I hasten to change the subject. "When he was gone, how wretched you must have felt!"

"I suppose I did. But I shed no tears; I was too unhappy, I think, for mere crying. However,"—with sudden recklessness—"it is all over now, and we have lived through it. Let us forget it. A month after the scene I have just described, the old lord and his sons were drowned, and Travers Everett came in for everything. You see what I lost by being mercenary."

"I wonder, when he became so rich, he did not come back directly and ask you all over again."
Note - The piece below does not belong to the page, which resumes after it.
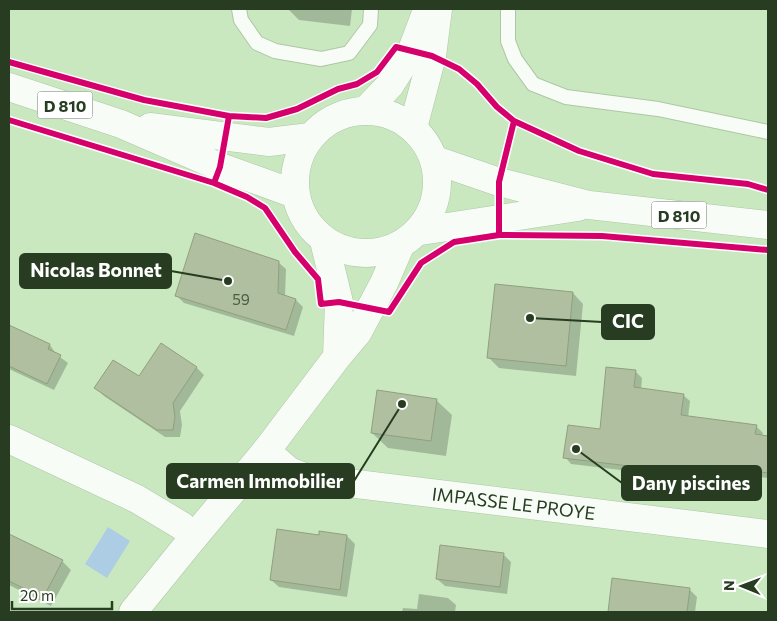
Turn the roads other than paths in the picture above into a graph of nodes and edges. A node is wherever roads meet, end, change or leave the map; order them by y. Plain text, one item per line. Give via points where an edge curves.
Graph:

"He knew rather better than that, I take it," says Bebe, with a slight accession of hauteur; and for the second time I feel ashamed of myself and my ignoble sentiments. "He went abroad and stayed there until now. He don't look as though he had pined over-much, does he?"—with a laugh—"A broken heart is the most curable thing I know. I thought I had never seen him look so well."

"A man cannot pine forever," I say, in defense of the absent. Then, rather nervously, "I wonder when you will marry now, Bebe?"

"Never, most probably," kneeling down on the hearth-rug. "You see I threw away my good luck. Fortune will scarcely be so complaisant a second time." says Bebe, with a gay laugh, laying her head down upon my lap; and then in another moment I become aware that she is Bobbing passionately.

The tears rise thickly to my own eyes, yet I find no words to comfort her. I keep silence, and suffer my fingers to wander caressingly through her dark tresses as they lie scattered across my knees. Perhaps the greatest eloquence would not have been so acceptable as that silent touch.